KUTV, INC. v. Conder

Annotate this Case

635 P.2d 412 (1981)

KUTV, INC., Petitioner, v. Honorable Dean E. CONDER, District Judge, and John Preston Creer, Respondents.

No. 17822.

Supreme Court of Utah.

August 7, 1981.

Alan L. Sullivan, Patrick A. Shea, Salt Lake City, for petitioner.

Ted Cannon, Gordon L. Roberts, Gifford W. Price, Mark O. Van Wagoner, Salt Lake City, for respondents.

HALL, Chief Justice:

This is an original proceeding brought on behalf of KUTV, Inc.,[1] seeking an extraordinary writ directing the trial court to vacate its order barring the public from the hearing on respondent John Preston Creer's motion for a preliminary injunction.

Respondent Creer (hereinafter "Creer") is an object of a criminal investigation of several months' duration conducted by the Salt Lake County Attorney, Ted L. Cannon (hereinafter "Cannon"). In furtherance of his investigation, Cannon sought and obtained an order of the district court which afforded him the right to subpoena witnesses and require production of documents.[2]*413 That order required "such proceeding be kept secret and the testimony and items obtained be kept secret until further order of this Court," and was dated October 29, 1980.

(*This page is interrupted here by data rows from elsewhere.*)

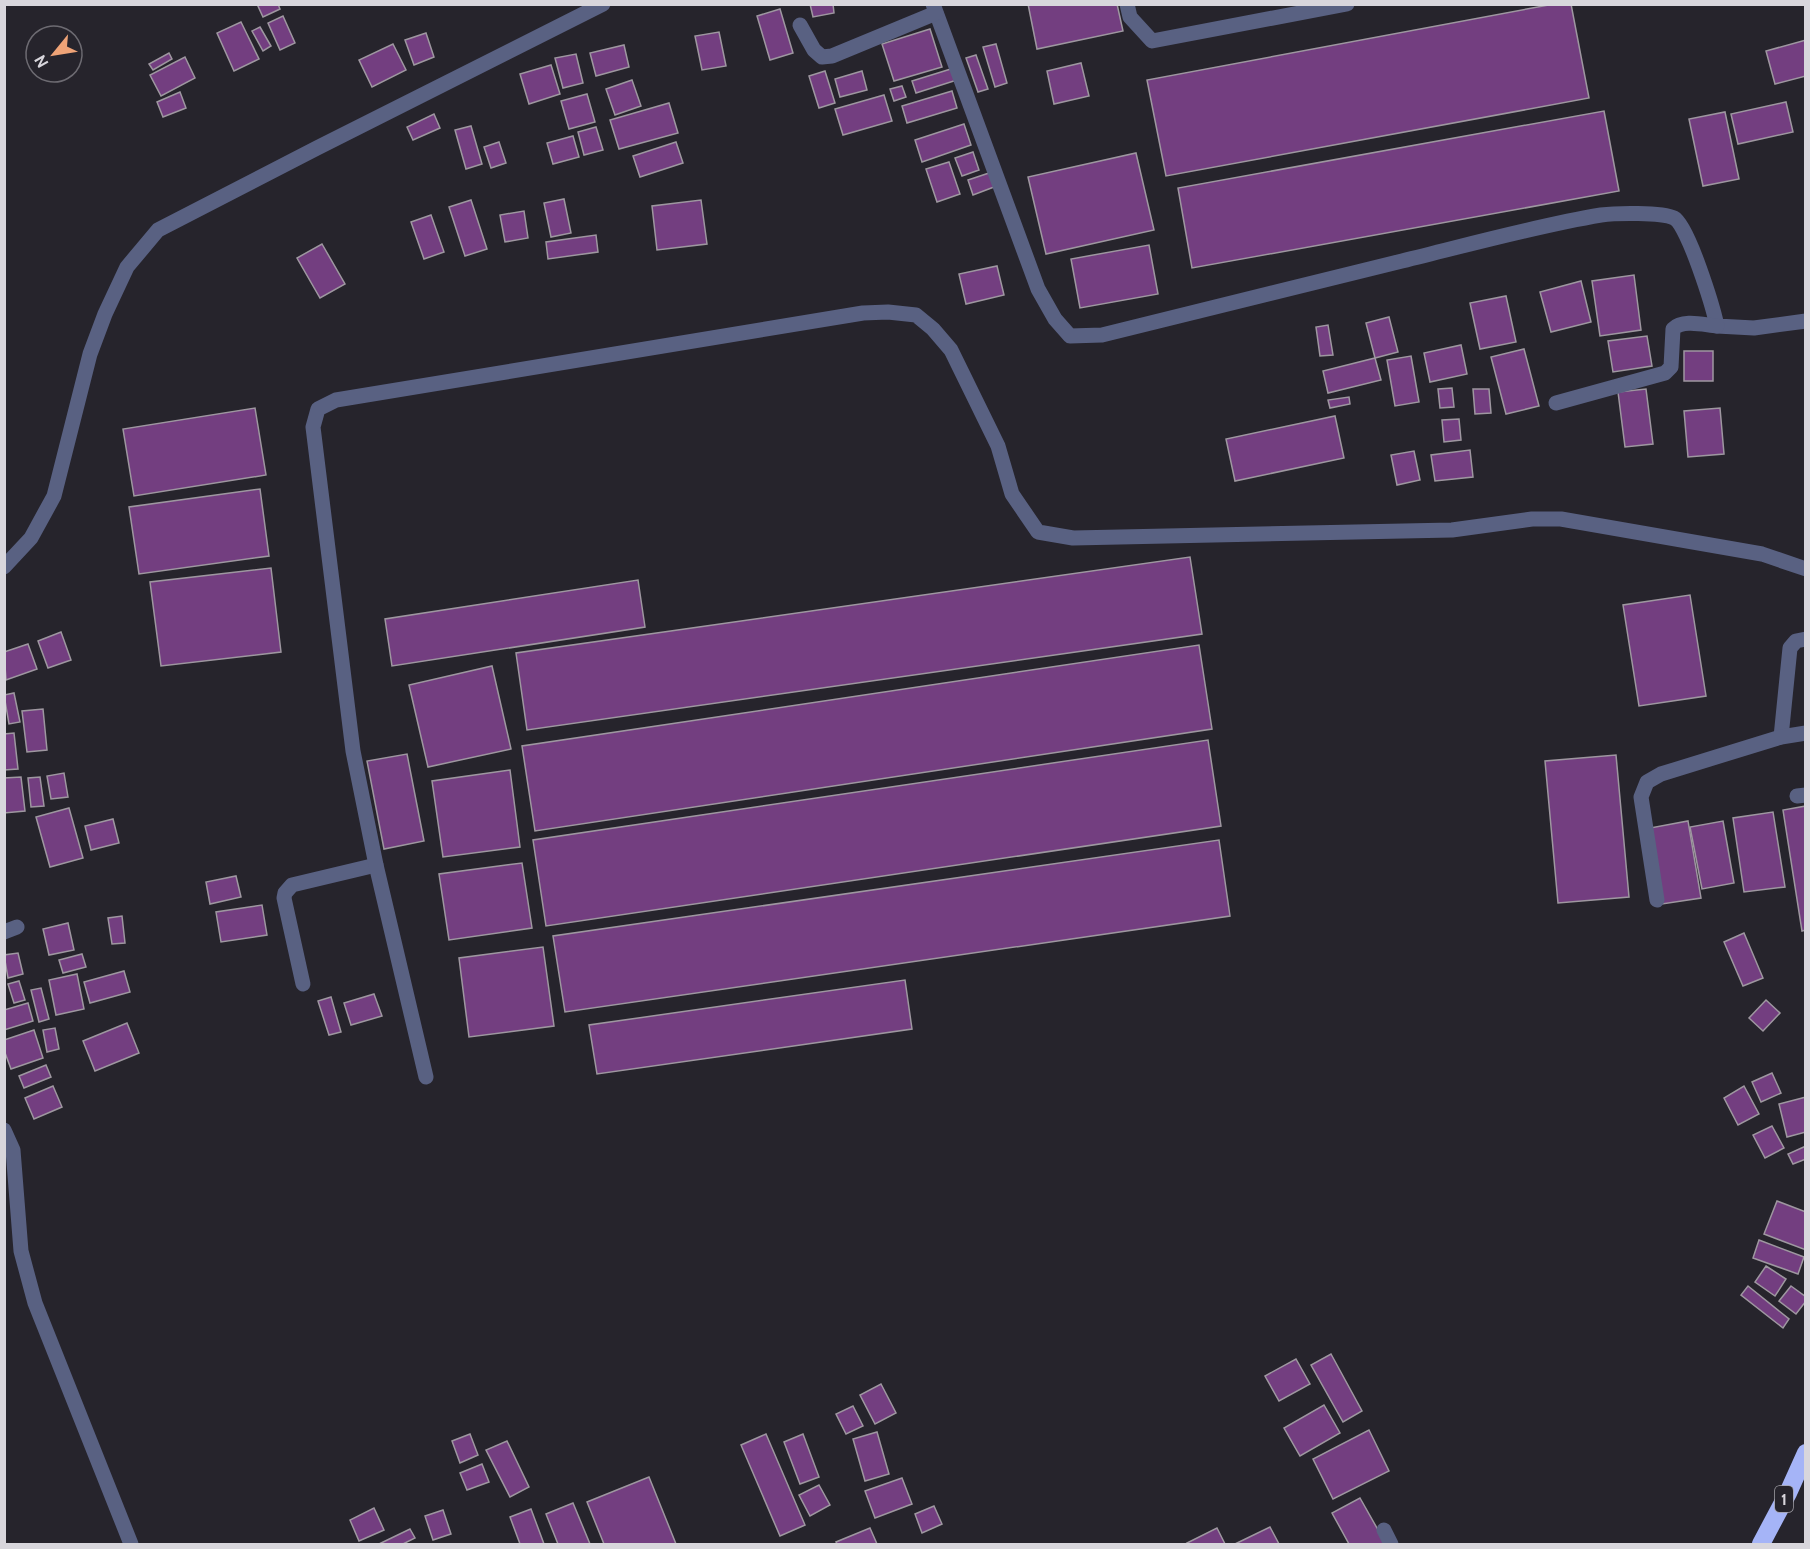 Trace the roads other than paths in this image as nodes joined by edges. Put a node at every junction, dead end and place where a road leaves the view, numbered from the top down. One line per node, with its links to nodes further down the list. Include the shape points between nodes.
1 (603, 4): 9 (street, via 158,230 127,267 105,314 90,354 54,496 31,538)
2 (1127, 4): 3 (street, via 1130,17 1152,41)
3 (1347, 4)
4 (935, 9): 5 (street, via 832,56 822,57 814,50); 7 (street, via 1038,289 1070,336 1102,335 1604,214 1665,214 1676,219 1699,267)
5 (800, 25)
6 (1806, 321): 7 (street, via 1754,328)
7 (1717, 326): 8 (street, via 1675,326 1671,367 1665,373)
8 (1556, 402)
9 (4, 567)
10 (1806, 569): 14 (street, via 1762,554 1561,519 1440,530 1073,538 1038,532 1011,494 998,446 951,350 915,315 863,313 336,400 318,409 313,427 353,751)
11 (1806, 639): 13 (street, via 1796,641 1790,648)
12 (1806, 733): 13 (street)
13 (1781, 737): 15 (street, via 1661,774 1647,782 1641,797)
14 (376, 865): 16 (street, via 292,885 285,893); 17 (street)
15 (1657, 900)
16 (303, 984)
17 (426, 1077)
18 (4, 1130): 21 (street, via 13,1150 21,1251 35,1303)
19 (1806, 1453): 23 (highway, 1)
20 (1384, 1530): 22 (street)
21 (131, 1545)
22 (1391, 1545)
23 (1761, 1545) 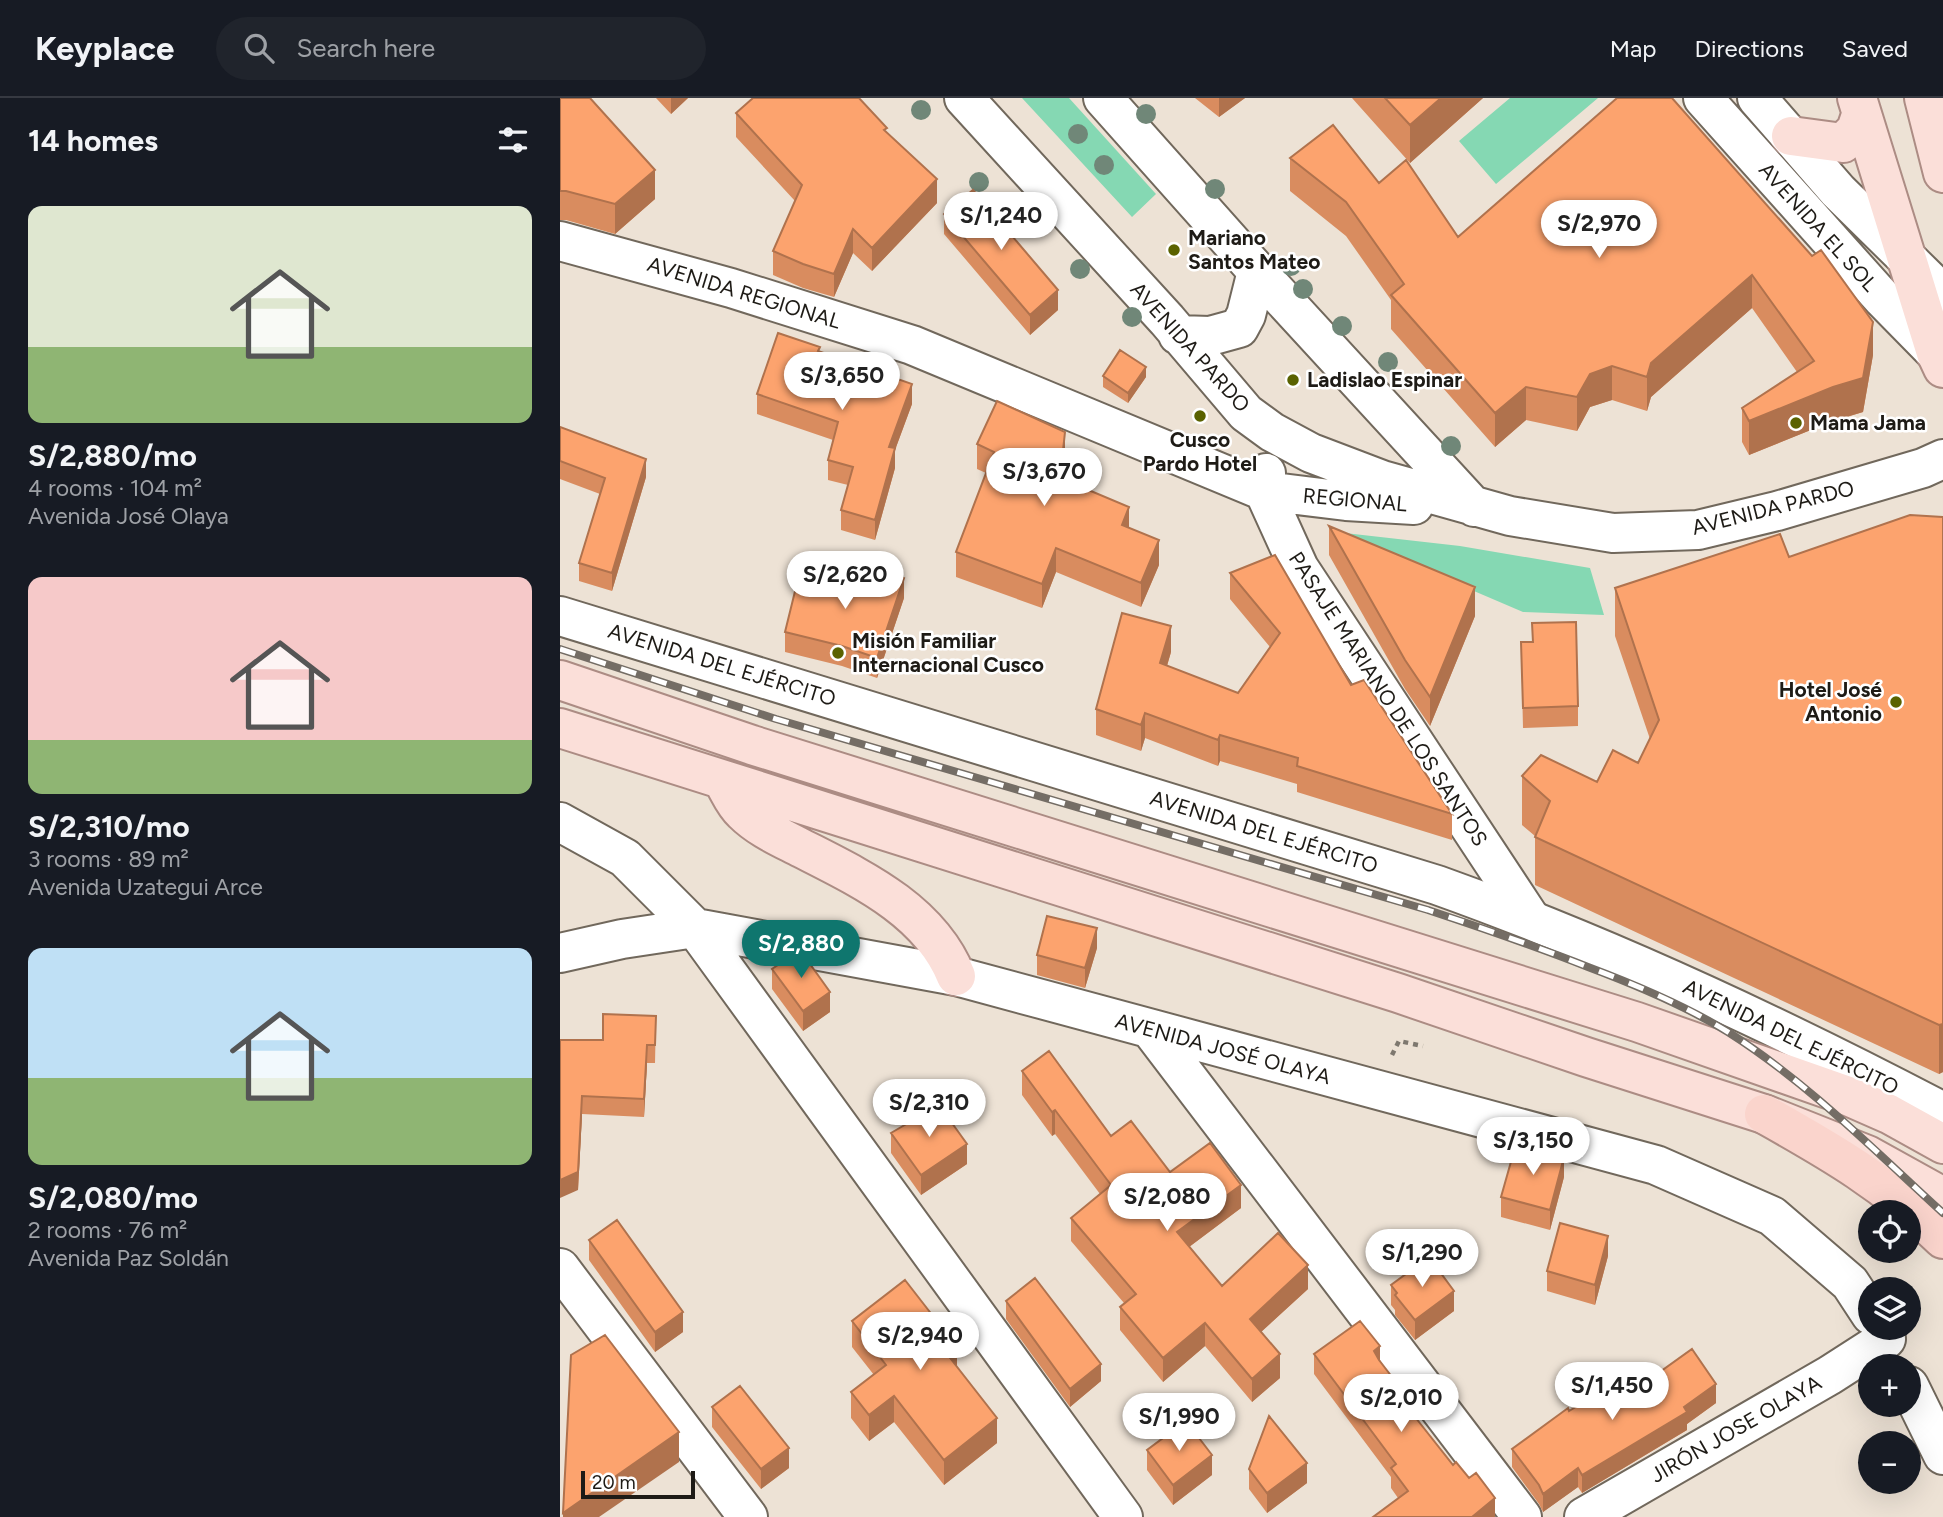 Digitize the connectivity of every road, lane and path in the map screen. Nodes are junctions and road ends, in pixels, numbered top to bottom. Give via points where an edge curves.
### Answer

The proceedings before this Court arose out of a civil action filed by Creer against Cannon in June, 1981, alleging, among other things, that Cannon has violated the secrecy order above referred to, and has violated the Code of Professional Responsibility through inappropriate disclosures to the news media and others not connected with the criminal investigation in progress. The ultimate relief sought by Creer is the recusal of Cannon and his staff from the subject investigation and the appointment of an attorney pro tempore to further conduct the investigation. In furtherance of his objective, Creer sought and obtained a temporary restraining order enjoining Cannon from further investigation and from filing criminal charges. The temporary restraining order reads in pertinent part as follows:

NOW, THEREFORE, IT IS HEREBY ORDERED AS FOLLOWS: 1. Defendant, Ted Cannon, individually and in his capacity as Salt Lake County Attorney and all attorneys, agents, employees and others in active concert therewith are hereby restrained and enjoined as follows: (a) from proceeding further with the investigation entitled In The Matter of the Criminal Investigation of Alleged Illegal Political Funds of Utah Power & Light and John Preston Creer, Case No. CS-80-80 and the filing of any charges arising therefrom until an evidentiary hearing on the merits of plaintiff's Complaint is held or until expiration of this Order; (b) from further violating the Secrecy Orders of this Court relating to the above-referenced investigation and from further violating Disciplinary Rule 7-107 of the Revised Rules of Professional Conduct of the Utah State Bar.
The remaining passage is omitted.